►

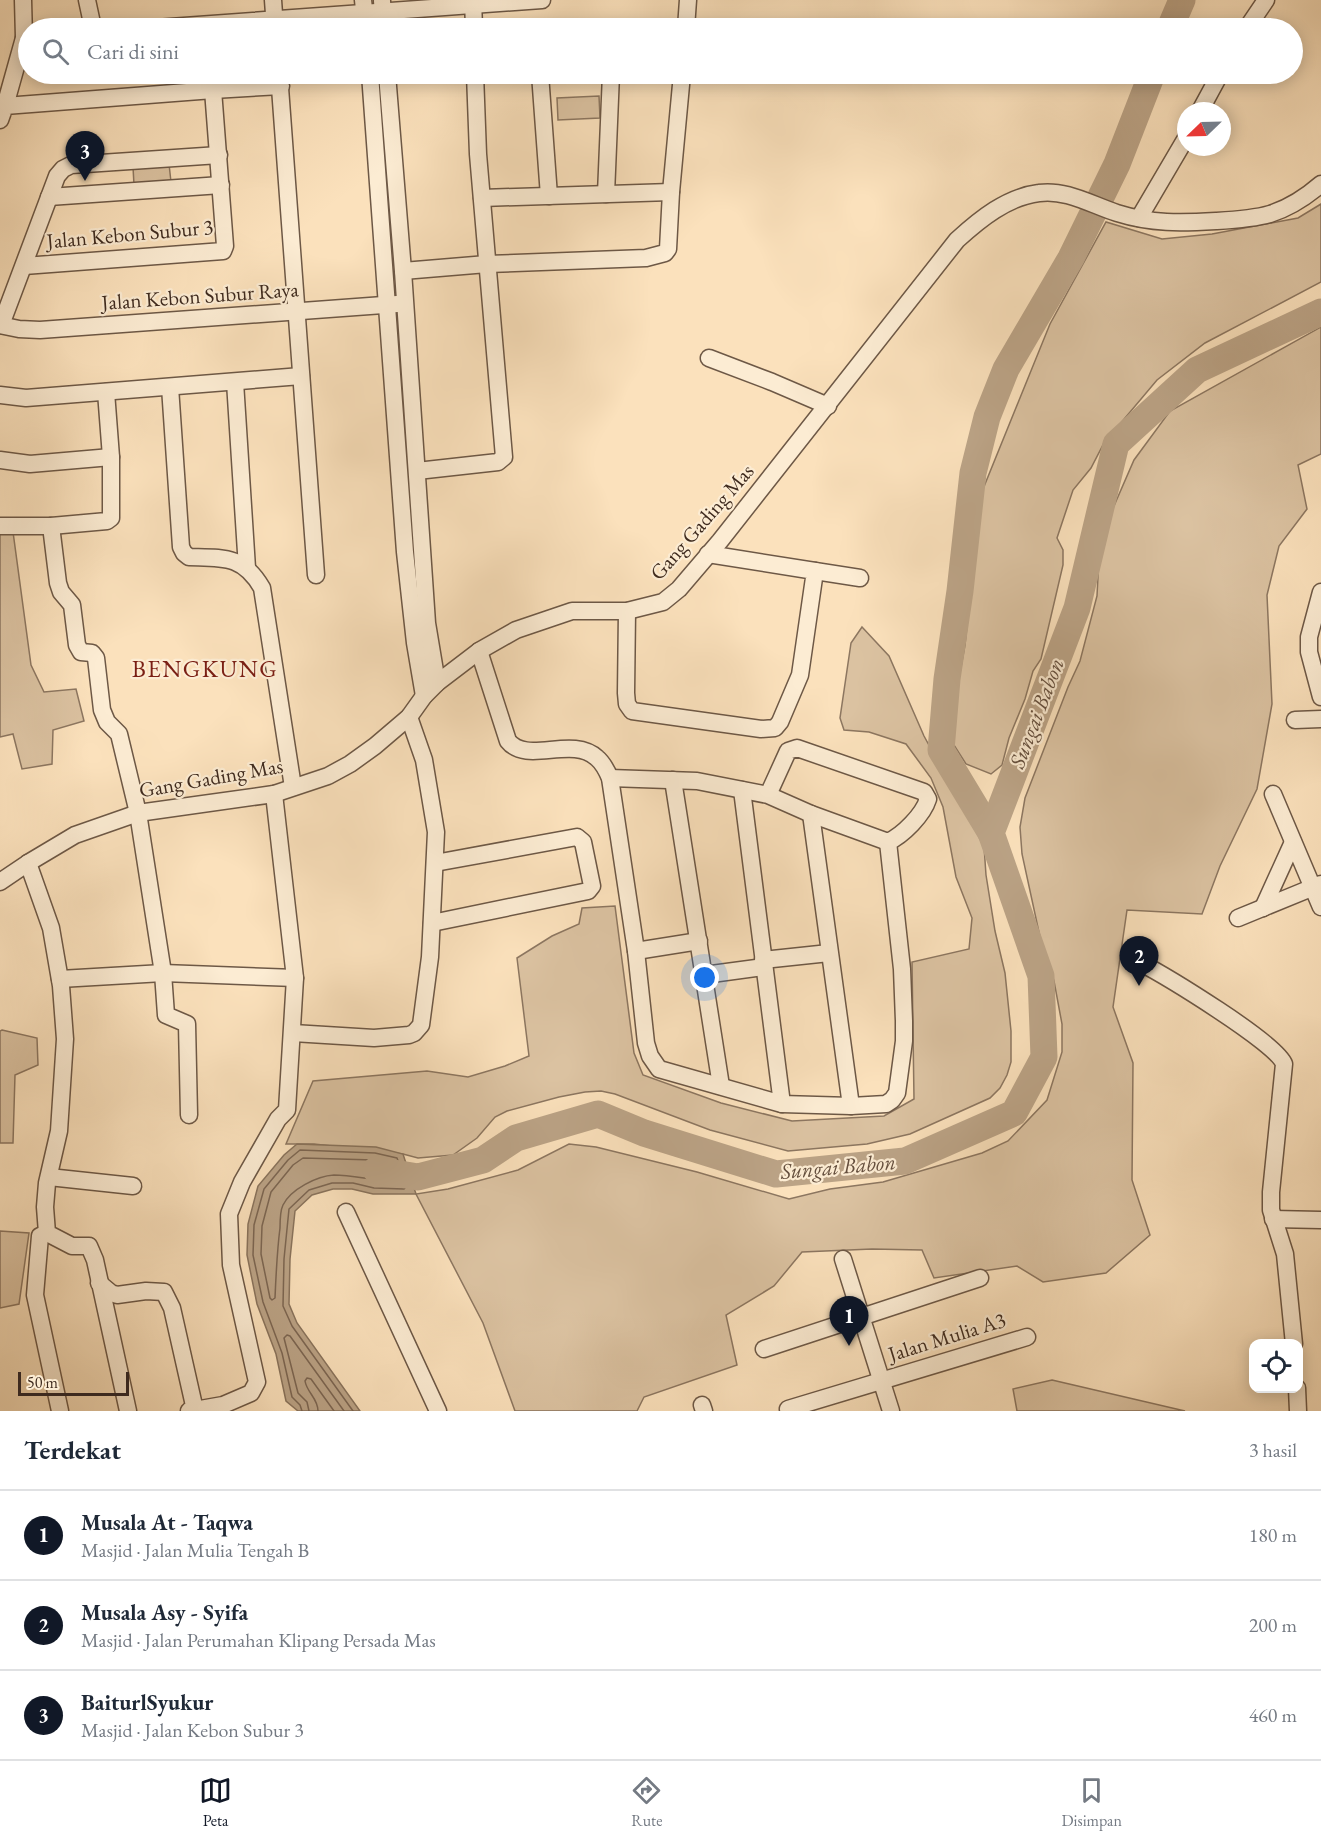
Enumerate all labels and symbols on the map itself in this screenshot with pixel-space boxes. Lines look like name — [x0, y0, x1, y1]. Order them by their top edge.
north arrow — [1177, 102, 1231, 156]
pin: 3 — [66, 132, 104, 181]
street label: Jalan Kebon Subur 3 — [43, 213, 214, 254]
street label: Jalan Kebon Subur Raya — [98, 275, 300, 316]
street label: Gang Gading Mas — [644, 458, 760, 585]
district label: BENGKUNG — [132, 653, 278, 684]
water label: Sungai Babon — [1002, 654, 1071, 773]
street label: Gang Gading Mas — [137, 752, 285, 803]
pin: 2 — [1120, 936, 1158, 986]
your location — [690, 963, 719, 992]
water label: Sungai Babon — [778, 1147, 897, 1186]
pin: 1 — [830, 1296, 868, 1346]
street label: Jalan Mulia A3 — [883, 1306, 1009, 1368]
scale bar — [18, 1369, 129, 1396]

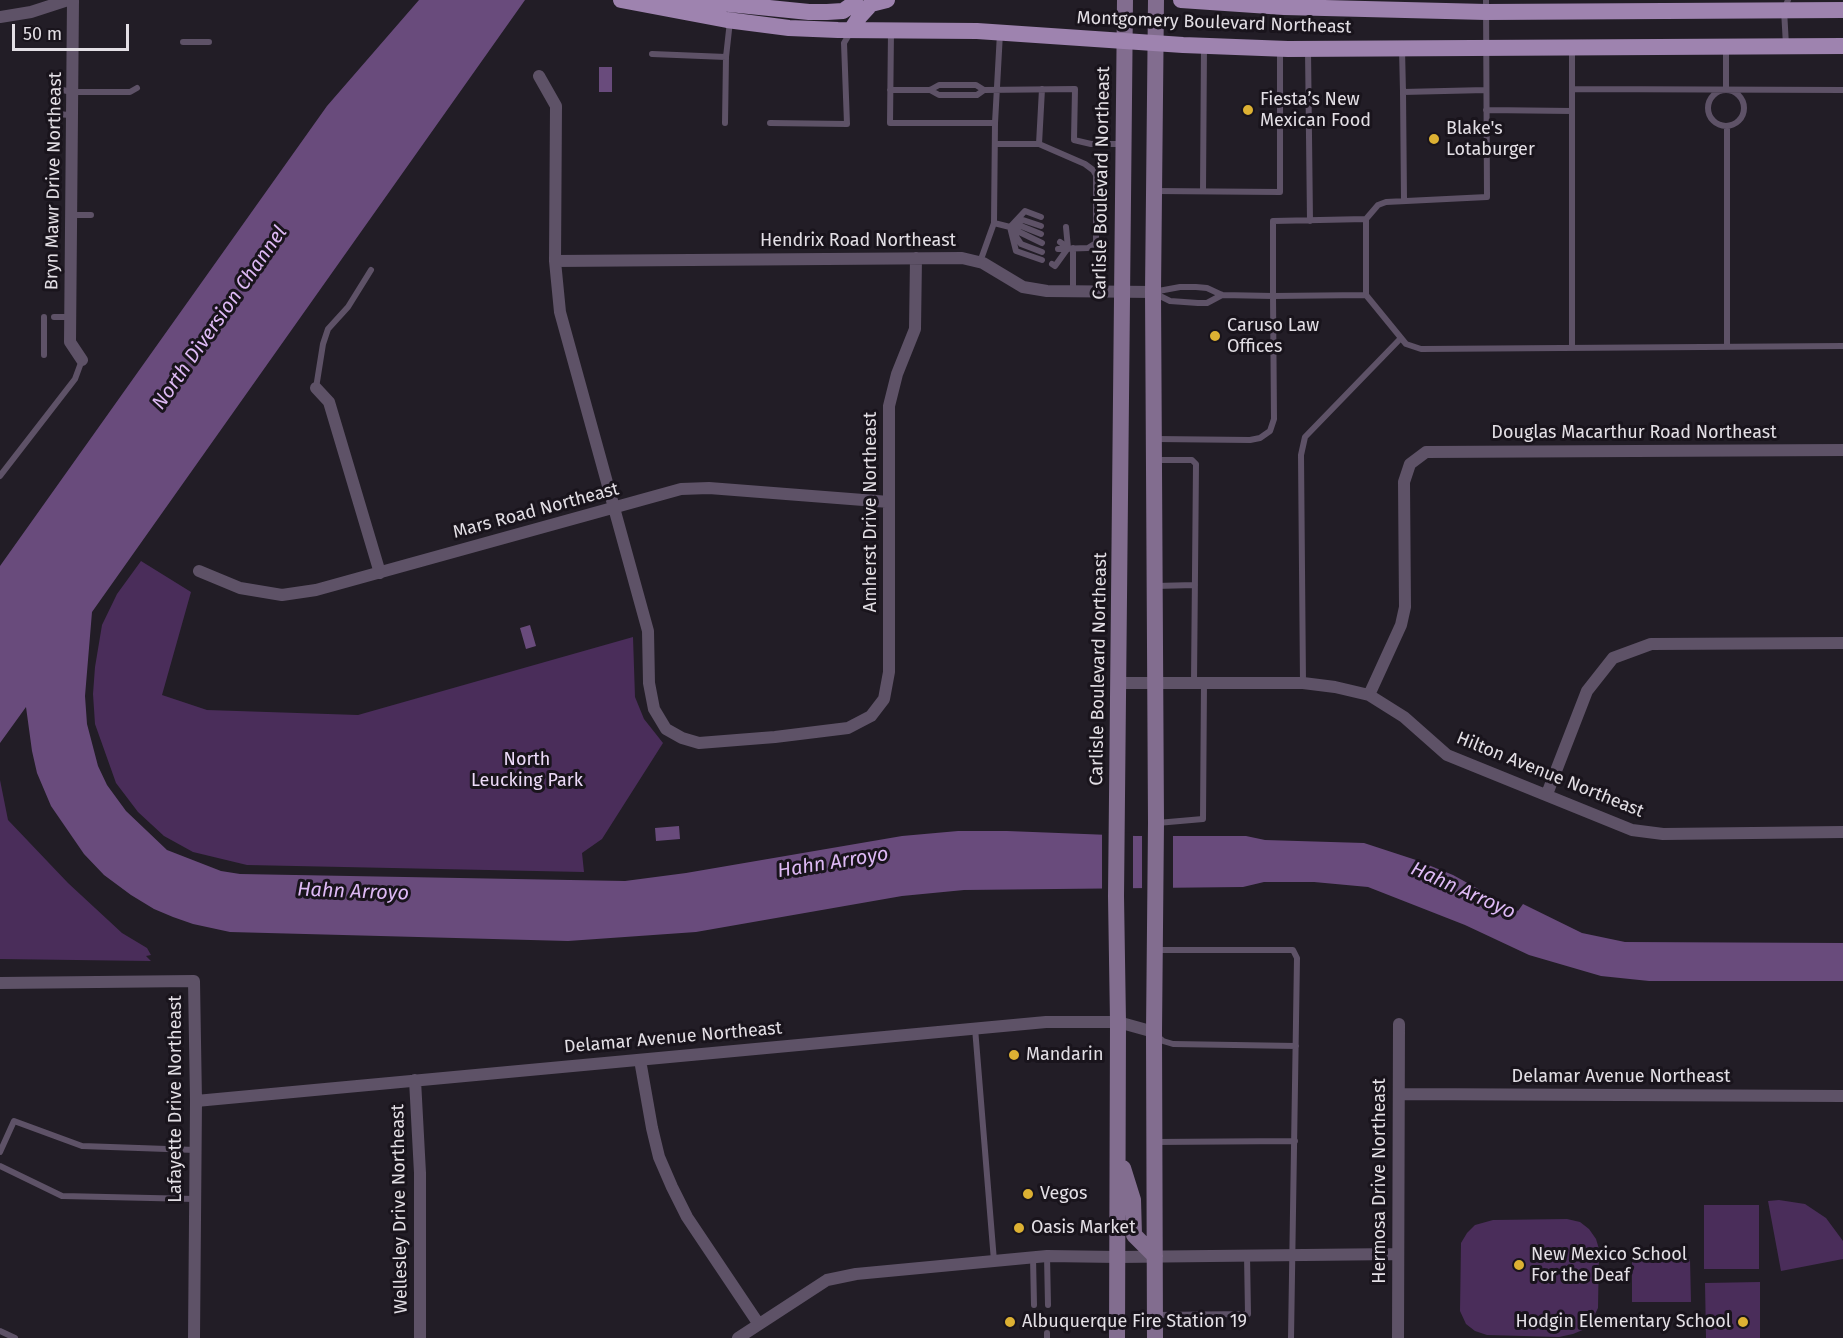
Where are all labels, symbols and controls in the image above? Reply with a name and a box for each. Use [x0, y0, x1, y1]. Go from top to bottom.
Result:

◄

Directions. Reproduce the records above word for word, without the images.

Response box.
Enumerate all labels and symbols on the map itself in this screenshot with pixel-space boxes. Lines look like name — [x0, y0, x1, y1]. Order them by their top edge.
north arrow — [1177, 102, 1231, 156]
pin: 3 — [66, 132, 104, 181]
street label: Jalan Kebon Subur 3 — [43, 213, 214, 254]
street label: Jalan Kebon Subur Raya — [98, 275, 300, 316]
street label: Gang Gading Mas — [644, 458, 760, 585]
district label: BENGKUNG — [132, 653, 278, 684]
water label: Sungai Babon — [1002, 654, 1071, 773]
street label: Gang Gading Mas — [137, 752, 285, 803]
pin: 2 — [1120, 936, 1158, 986]
your location — [690, 963, 719, 992]
water label: Sungai Babon — [778, 1147, 897, 1186]
pin: 1 — [830, 1296, 868, 1346]
street label: Jalan Mulia A3 — [883, 1306, 1009, 1368]
scale bar — [18, 1369, 129, 1396]

Where are all labels, symbols and controls in the image above? Reply with a name and a box for each. Use [x0, y0, x1, y1]. Go from top to bottom.
Result:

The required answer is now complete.